5. The Bottom Line (Studies & Stats)
Cold water immersion has certainly earned its place in the wellness toolkit, but it’s not a miracle shortcut.
How much research is out there? A lot more than a decade ago. By 2022, over 100 human studies on cold-water immersion and health had been published.
These range from small experiments to systematic reviews. However, the field is still developing – many studies are pilot-sized and not all outcomes agree. A comprehensive review of 104 studies concluded that while many reported significant physiological effects, the inability to draw clear conclusions (due to inconsistent methods and quality) means debate continues on several health claims.
What percentage of studies show benefits vs no effect or harm? It’s hard to give exact percentages (because studies examine different endpoints), but a rough appraisal: The majority of studies (~60–70%) do observe at least one beneficial effect of cold exposure. A smaller fraction, maybe <10%, report negative effects or trade-offs. These include the studies where cold impeded muscle training gains, or where participants experienced adverse symptoms (fainting, etc., typically in case reports rather than controlled trials). It’s also telling that one review calls the results “mixed” – implying roughly equal positive and null findings across many immune and health measures. In areas like athletic recovery, the balance of evidence is strongly positive (many studies in favor, few against), whereas in areas like mood or immunity, it’s more evenly split or unclear.

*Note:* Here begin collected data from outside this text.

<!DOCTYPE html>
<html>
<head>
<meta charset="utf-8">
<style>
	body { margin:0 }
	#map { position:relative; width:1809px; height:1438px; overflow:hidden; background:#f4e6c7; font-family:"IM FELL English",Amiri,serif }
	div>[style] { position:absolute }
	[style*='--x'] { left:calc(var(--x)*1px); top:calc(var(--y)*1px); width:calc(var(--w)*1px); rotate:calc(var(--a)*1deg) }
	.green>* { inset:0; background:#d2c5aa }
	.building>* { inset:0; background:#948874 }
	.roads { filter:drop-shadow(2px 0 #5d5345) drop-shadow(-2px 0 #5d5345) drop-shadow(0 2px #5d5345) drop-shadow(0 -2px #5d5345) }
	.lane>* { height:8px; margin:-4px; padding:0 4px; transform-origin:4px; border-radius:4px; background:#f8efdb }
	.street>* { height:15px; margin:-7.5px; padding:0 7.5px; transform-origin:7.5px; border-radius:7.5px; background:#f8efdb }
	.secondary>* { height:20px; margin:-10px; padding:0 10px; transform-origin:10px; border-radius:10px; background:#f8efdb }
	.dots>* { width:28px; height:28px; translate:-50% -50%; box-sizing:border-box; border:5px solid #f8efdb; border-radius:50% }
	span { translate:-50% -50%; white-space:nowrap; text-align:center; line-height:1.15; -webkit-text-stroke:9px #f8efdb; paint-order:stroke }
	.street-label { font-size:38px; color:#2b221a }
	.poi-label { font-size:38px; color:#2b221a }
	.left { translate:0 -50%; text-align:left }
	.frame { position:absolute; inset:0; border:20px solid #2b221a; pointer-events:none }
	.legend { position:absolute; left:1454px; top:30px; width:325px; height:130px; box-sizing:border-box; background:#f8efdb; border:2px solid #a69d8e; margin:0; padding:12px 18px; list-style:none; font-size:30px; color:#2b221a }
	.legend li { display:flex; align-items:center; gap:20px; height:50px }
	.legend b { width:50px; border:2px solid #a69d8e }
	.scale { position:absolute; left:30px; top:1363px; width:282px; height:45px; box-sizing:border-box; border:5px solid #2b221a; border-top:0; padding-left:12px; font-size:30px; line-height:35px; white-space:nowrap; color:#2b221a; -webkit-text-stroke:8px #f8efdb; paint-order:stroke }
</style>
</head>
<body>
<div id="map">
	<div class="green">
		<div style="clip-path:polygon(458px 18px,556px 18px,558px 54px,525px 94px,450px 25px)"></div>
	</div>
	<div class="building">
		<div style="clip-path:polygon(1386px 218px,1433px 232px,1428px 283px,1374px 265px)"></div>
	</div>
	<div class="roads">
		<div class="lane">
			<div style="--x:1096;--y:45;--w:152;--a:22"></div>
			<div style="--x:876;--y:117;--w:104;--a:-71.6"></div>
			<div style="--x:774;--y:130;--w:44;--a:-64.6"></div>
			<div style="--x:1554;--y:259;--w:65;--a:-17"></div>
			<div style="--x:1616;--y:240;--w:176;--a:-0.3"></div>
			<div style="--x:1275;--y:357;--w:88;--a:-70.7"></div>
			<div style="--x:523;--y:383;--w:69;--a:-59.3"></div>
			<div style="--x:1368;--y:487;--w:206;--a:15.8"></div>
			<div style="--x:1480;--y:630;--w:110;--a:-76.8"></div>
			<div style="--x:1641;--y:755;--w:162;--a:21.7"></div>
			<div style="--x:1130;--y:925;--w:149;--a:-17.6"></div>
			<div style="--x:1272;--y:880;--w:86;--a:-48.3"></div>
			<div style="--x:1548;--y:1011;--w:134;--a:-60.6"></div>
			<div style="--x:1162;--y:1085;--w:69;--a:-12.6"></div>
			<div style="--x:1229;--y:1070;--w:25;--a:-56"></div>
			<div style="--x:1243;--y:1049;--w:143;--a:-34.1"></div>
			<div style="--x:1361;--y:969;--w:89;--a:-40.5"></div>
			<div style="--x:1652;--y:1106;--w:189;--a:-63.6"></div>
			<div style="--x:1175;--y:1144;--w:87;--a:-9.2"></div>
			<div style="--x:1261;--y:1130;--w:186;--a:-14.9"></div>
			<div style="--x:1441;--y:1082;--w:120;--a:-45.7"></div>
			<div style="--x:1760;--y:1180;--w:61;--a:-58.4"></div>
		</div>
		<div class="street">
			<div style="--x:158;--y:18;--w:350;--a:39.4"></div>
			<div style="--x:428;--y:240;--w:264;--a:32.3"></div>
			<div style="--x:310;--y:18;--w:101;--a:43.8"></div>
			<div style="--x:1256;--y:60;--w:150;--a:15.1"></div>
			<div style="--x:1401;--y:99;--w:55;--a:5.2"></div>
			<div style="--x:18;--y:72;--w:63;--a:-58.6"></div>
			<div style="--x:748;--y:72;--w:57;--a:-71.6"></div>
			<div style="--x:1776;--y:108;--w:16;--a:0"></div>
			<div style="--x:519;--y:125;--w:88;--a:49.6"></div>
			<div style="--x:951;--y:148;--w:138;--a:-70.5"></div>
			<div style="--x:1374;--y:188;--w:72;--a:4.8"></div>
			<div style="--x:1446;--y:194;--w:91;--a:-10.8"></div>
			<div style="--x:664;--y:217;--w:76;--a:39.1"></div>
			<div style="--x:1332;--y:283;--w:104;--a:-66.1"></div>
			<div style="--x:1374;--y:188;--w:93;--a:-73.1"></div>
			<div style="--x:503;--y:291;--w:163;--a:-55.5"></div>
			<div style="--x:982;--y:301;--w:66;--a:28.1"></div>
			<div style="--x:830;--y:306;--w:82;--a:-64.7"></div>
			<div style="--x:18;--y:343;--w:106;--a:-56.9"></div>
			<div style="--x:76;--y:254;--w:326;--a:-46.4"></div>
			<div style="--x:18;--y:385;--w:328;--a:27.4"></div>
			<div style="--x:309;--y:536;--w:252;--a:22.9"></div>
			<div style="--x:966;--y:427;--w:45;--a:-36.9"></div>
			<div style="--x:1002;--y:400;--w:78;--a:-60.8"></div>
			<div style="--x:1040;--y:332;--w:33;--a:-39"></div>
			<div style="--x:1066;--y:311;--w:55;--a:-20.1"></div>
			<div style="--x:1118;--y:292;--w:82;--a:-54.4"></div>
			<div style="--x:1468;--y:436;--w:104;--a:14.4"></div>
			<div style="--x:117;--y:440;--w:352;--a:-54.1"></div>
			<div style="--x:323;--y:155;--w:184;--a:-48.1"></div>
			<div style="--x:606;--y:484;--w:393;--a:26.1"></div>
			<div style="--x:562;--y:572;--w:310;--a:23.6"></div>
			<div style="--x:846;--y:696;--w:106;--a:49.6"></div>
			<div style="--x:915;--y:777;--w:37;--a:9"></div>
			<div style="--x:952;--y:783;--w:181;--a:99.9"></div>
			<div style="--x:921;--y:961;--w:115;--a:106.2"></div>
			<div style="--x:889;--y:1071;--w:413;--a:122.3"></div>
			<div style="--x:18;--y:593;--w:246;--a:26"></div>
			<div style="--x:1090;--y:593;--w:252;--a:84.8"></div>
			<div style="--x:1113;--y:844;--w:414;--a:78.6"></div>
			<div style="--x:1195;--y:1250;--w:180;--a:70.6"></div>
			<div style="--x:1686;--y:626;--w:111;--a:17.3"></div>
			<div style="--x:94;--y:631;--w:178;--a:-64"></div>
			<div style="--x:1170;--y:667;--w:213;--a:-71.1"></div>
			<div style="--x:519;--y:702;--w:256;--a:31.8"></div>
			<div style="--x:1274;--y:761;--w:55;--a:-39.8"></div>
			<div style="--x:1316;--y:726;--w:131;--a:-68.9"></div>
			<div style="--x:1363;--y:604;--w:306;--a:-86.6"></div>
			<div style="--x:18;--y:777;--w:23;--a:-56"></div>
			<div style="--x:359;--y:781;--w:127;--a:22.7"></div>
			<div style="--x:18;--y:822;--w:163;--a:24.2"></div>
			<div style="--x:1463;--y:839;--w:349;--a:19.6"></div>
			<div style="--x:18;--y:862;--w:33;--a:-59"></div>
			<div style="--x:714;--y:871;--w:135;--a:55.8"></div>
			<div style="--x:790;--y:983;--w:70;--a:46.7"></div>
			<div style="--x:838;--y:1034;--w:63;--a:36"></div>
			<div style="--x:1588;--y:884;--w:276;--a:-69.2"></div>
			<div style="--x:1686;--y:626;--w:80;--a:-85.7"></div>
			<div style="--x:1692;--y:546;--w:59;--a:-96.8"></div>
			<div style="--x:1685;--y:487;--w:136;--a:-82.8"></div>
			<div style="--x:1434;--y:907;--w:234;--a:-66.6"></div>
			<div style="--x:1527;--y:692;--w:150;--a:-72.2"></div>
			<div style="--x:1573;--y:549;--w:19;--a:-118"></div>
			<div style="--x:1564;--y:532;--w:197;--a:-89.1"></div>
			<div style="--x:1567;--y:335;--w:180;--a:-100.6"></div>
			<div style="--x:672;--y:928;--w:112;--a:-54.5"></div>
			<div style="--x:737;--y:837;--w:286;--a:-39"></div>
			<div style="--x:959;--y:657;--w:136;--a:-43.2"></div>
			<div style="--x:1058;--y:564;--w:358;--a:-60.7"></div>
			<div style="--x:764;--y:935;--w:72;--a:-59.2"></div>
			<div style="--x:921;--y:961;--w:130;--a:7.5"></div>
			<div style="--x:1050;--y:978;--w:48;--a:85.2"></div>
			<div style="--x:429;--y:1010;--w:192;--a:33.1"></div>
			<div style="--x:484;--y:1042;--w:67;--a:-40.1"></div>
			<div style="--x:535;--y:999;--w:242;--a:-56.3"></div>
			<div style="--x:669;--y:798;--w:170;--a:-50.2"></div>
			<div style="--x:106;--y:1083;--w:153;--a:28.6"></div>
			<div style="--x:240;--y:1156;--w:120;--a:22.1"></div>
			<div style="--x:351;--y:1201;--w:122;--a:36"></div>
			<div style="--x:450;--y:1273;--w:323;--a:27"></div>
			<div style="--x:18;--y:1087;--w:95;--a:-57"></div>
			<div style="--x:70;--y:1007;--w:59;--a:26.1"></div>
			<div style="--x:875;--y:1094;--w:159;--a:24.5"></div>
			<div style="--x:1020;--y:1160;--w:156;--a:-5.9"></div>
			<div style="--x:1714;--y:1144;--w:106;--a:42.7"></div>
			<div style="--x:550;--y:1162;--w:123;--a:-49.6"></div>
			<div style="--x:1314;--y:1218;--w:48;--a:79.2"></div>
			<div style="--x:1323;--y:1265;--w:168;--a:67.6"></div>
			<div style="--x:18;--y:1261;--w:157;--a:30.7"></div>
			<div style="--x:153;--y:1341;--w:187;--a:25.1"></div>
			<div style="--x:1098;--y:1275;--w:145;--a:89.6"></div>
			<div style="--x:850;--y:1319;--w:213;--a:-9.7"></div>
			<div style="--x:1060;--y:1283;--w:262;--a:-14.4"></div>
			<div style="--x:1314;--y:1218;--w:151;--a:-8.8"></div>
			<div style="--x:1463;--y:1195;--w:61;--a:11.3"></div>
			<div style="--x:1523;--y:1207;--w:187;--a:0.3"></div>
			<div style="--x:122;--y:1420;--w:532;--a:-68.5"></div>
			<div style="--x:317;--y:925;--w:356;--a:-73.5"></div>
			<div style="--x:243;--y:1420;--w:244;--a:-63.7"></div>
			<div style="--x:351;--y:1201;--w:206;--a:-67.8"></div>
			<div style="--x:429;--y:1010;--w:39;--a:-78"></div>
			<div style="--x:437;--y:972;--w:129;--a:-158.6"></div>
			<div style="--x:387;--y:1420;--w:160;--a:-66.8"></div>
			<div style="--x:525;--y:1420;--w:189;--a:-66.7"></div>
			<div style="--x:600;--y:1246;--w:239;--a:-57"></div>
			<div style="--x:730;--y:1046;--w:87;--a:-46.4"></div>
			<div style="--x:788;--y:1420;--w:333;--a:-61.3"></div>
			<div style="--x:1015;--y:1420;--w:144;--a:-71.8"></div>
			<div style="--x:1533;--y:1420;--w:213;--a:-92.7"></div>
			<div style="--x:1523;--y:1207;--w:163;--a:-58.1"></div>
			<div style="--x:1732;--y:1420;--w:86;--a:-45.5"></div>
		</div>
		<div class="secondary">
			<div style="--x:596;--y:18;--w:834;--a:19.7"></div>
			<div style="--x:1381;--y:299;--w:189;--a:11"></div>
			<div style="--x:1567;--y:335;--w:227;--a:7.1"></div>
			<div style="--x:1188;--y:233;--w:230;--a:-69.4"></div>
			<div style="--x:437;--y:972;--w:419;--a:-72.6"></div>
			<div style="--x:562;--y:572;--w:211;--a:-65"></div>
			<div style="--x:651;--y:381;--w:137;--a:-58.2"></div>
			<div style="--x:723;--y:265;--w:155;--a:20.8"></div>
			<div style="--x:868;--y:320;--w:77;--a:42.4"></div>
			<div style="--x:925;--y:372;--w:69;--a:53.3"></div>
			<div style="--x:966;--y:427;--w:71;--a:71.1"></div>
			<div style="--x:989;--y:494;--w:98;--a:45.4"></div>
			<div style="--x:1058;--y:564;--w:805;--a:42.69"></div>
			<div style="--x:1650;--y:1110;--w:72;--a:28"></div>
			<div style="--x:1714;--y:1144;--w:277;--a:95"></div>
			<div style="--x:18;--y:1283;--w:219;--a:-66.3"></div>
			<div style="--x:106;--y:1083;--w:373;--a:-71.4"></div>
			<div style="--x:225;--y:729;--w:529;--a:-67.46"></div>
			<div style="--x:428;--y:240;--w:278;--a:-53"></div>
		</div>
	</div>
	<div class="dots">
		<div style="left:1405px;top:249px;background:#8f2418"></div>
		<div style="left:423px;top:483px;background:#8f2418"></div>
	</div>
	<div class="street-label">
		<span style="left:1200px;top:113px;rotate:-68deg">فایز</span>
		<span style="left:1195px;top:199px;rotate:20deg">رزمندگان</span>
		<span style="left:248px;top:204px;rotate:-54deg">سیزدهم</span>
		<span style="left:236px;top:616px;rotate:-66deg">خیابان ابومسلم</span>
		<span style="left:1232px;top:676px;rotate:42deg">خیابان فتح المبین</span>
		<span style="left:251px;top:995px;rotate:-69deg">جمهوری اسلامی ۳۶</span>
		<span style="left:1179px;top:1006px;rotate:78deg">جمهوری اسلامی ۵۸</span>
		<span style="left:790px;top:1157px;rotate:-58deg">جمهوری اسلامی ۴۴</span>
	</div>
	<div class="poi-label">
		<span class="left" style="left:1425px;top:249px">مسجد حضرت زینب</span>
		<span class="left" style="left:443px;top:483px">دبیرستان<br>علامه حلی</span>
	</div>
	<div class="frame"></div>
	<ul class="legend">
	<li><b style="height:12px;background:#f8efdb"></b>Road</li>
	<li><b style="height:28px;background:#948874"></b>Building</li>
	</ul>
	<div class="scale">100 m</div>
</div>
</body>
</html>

In other words, the science isn’t “anti-cold plunge,” it’s just… suggesting to do it if you really like it.
Takeaway: If you’re a reasonably healthy adult who exercises a few times a week, sleeps well, and eats okay, you don’t need cold plunges to be healthy. The marginal gains you might get (a bit less stress or slightly better recovery) can usually be attained by simpler, more sustainable habits. Active recovery, stretching, a hot shower, or yes — even your morning coffee — can do the job. There’s no compelling reason for everyone to hop into a tub of ice water. So, if the idea makes you shiver with dread: skip it. You’re not missing some wellness secret. Cold plunges can be a great option, but they are far from a requirement.